(Dataset items)
--------------------

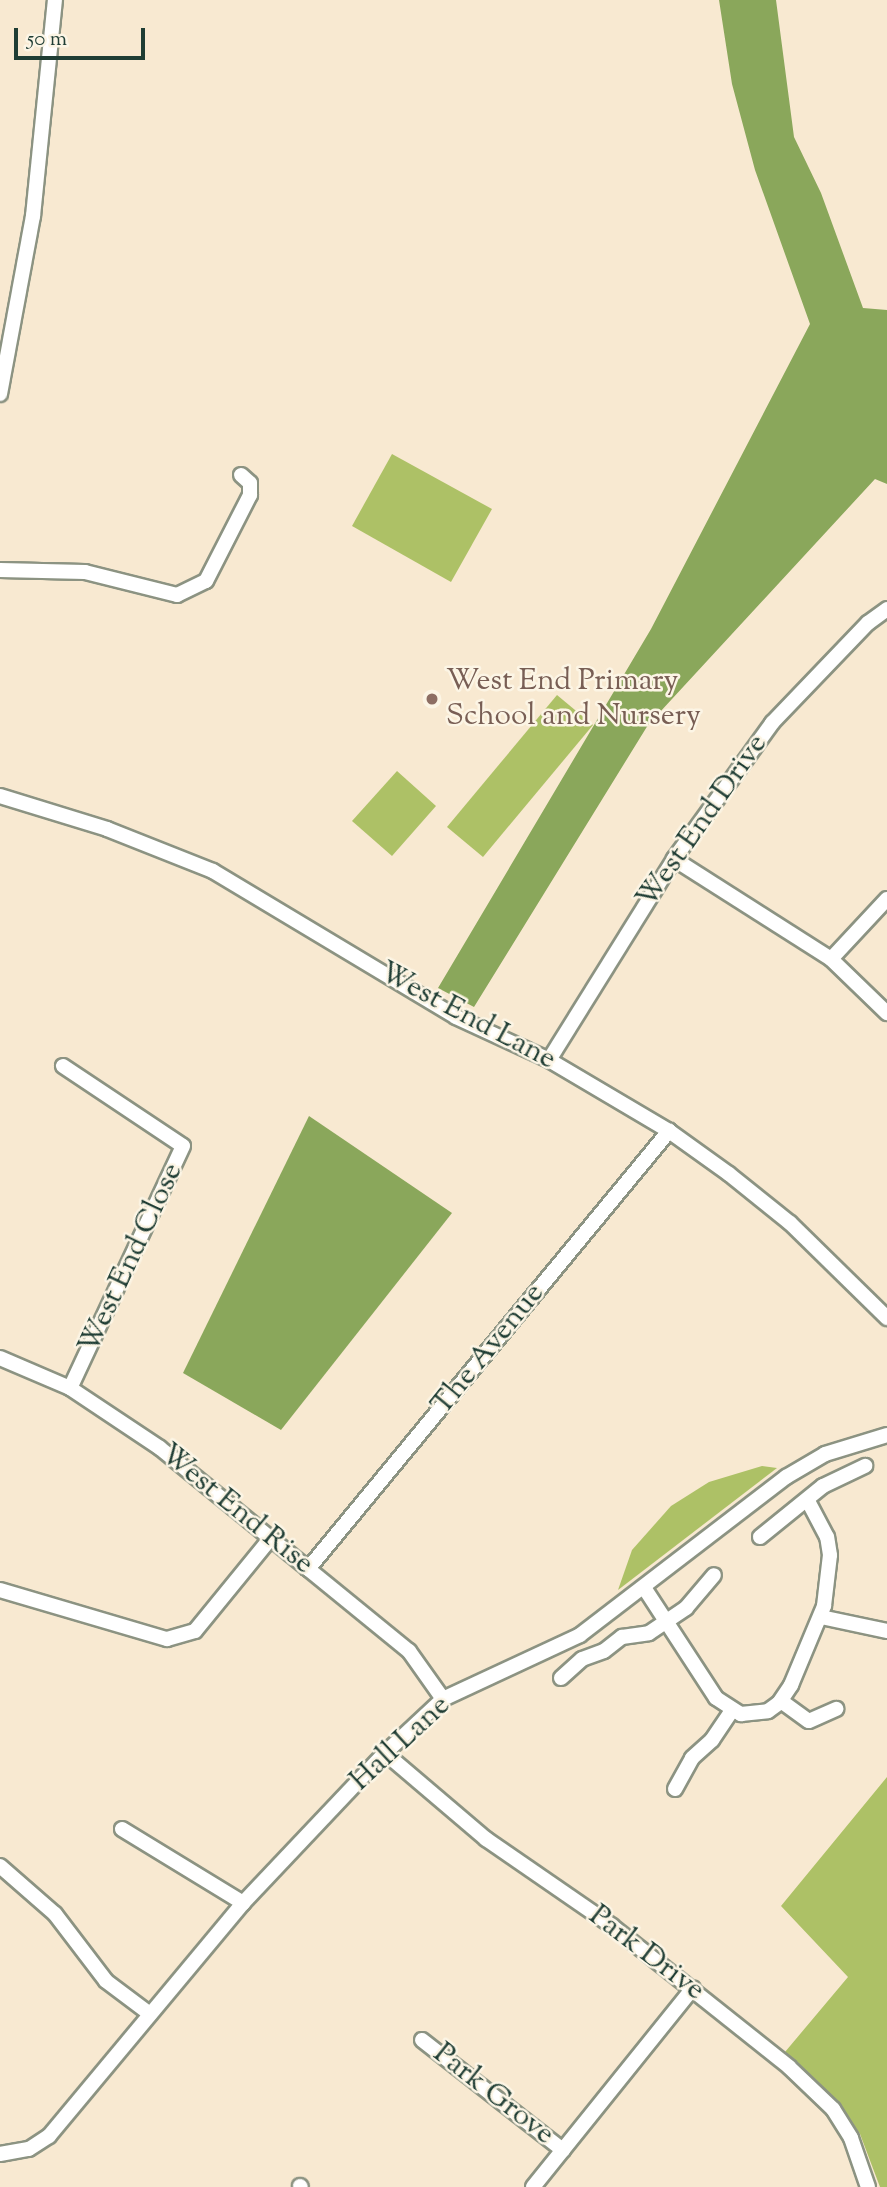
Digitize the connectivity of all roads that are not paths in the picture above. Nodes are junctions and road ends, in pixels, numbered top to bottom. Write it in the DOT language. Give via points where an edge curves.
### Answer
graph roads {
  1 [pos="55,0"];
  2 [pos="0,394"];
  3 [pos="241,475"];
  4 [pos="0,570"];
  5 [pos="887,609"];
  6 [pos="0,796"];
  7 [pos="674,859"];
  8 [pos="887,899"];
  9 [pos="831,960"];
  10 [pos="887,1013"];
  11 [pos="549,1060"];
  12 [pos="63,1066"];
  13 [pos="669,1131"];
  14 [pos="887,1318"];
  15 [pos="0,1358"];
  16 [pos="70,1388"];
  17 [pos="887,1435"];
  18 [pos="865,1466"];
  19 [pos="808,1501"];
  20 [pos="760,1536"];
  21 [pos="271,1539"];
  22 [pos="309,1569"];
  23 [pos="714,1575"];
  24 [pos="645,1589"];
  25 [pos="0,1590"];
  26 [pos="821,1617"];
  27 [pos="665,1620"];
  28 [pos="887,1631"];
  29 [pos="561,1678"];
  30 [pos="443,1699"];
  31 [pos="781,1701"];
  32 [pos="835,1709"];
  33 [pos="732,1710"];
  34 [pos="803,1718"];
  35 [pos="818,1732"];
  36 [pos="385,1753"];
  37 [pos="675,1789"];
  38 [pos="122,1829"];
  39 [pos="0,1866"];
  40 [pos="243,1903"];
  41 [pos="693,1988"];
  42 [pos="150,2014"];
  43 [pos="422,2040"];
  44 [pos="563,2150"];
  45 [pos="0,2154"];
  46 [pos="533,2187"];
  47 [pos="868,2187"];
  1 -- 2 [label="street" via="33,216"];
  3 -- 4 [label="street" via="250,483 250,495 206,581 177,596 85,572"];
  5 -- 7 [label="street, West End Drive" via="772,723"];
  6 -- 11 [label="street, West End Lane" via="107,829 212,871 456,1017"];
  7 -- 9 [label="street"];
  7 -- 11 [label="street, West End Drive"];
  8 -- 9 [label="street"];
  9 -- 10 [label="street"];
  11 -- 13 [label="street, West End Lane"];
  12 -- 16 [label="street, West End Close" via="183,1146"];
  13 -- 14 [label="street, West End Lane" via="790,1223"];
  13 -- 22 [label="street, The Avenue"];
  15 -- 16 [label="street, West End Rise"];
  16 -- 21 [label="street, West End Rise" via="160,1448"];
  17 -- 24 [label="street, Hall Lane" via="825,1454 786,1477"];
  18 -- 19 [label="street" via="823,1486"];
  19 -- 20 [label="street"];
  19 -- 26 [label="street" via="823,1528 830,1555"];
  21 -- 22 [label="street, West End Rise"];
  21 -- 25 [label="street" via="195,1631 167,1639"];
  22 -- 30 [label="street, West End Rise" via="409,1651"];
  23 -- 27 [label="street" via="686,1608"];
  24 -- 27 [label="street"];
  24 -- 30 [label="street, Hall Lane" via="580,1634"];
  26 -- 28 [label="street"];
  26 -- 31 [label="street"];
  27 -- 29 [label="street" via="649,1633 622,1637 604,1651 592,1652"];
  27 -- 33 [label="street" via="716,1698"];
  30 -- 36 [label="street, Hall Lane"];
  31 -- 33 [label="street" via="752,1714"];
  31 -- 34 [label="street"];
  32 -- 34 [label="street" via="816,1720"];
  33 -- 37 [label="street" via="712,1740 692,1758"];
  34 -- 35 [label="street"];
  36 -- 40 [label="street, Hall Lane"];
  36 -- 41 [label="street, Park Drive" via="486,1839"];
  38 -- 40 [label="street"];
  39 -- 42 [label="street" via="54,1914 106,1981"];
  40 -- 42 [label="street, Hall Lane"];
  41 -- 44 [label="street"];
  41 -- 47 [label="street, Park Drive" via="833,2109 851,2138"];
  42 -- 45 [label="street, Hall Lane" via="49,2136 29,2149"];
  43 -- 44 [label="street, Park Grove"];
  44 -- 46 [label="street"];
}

--------------------

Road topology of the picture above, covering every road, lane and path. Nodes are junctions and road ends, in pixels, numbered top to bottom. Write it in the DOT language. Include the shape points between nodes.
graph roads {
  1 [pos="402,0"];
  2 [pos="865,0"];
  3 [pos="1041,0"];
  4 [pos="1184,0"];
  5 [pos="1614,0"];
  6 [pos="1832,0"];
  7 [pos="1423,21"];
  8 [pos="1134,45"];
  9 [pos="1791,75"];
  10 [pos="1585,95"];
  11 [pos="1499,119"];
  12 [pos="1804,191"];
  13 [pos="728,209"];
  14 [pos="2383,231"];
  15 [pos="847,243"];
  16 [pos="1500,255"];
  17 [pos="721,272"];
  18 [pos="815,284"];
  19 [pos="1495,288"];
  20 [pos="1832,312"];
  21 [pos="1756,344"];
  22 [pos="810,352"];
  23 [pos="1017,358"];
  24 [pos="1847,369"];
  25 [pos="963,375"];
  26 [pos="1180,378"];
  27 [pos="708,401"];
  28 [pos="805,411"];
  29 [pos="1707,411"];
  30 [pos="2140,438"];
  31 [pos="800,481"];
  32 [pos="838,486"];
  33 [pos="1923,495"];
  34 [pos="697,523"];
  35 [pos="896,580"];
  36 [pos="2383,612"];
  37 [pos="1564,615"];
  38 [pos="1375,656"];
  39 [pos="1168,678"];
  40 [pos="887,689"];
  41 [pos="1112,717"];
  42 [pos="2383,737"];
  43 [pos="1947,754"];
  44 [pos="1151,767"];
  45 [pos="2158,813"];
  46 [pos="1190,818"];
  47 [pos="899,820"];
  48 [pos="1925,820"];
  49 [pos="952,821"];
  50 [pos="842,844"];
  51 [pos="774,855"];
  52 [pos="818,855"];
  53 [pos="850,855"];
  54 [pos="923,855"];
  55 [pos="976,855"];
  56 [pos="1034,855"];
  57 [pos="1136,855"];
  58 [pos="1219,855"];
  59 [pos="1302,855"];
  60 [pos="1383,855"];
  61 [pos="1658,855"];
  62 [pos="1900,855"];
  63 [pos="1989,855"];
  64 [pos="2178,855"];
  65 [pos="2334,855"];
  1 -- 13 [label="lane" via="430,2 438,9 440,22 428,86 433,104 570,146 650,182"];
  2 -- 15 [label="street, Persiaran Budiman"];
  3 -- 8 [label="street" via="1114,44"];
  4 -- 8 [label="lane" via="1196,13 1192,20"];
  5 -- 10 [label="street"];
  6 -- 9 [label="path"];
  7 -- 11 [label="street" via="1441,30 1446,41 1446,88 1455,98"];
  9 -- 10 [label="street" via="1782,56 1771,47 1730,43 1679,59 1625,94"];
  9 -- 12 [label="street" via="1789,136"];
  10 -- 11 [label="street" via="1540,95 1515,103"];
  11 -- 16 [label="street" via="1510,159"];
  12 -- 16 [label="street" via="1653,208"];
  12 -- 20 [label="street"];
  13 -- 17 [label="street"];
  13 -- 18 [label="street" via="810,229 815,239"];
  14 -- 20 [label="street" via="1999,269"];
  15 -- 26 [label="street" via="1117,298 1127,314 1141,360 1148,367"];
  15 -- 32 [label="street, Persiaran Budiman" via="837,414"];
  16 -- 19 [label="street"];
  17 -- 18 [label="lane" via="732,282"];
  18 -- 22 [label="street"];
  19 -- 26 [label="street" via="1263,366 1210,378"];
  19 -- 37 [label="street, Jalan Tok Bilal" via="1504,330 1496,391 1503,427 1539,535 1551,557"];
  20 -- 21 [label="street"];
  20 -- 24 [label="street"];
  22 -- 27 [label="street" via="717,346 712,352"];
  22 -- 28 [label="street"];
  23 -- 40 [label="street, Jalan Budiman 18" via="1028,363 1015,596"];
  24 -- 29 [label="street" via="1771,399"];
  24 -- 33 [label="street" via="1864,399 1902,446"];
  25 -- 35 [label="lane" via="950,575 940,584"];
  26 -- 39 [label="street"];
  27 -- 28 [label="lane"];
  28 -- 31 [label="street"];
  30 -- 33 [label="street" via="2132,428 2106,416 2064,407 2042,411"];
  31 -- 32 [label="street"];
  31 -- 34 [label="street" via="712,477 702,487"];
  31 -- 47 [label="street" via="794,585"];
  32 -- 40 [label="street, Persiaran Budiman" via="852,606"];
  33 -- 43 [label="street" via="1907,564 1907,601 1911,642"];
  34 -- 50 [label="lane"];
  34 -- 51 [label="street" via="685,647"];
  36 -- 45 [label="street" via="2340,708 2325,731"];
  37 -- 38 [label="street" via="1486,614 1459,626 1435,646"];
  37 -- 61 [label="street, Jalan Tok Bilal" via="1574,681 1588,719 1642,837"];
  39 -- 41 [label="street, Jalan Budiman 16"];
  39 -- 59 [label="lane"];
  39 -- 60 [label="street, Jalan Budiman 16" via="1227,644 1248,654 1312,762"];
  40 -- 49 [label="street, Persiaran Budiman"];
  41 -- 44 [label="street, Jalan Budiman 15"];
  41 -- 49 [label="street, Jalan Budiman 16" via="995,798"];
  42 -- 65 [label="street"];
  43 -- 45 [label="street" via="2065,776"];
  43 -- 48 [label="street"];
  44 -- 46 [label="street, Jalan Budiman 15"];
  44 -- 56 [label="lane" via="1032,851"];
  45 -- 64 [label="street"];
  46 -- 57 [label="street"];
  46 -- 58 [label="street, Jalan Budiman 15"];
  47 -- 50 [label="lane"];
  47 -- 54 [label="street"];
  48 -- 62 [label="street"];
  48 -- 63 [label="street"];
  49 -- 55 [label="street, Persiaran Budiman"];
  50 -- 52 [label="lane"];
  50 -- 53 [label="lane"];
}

--------------------

◆ **WHAT THIS TASK INVOLVES**
Pick out each line above that includes "Rise" and show it.

◆ **WRITTEN ANSWER**
  15 -- 16 [label="street, West End Rise"];
  16 -- 21 [label="street, West End Rise" via="160,1448"];
  21 -- 22 [label="street, West End Rise"];
  22 -- 30 [label="street, West End Rise" via="409,1651"];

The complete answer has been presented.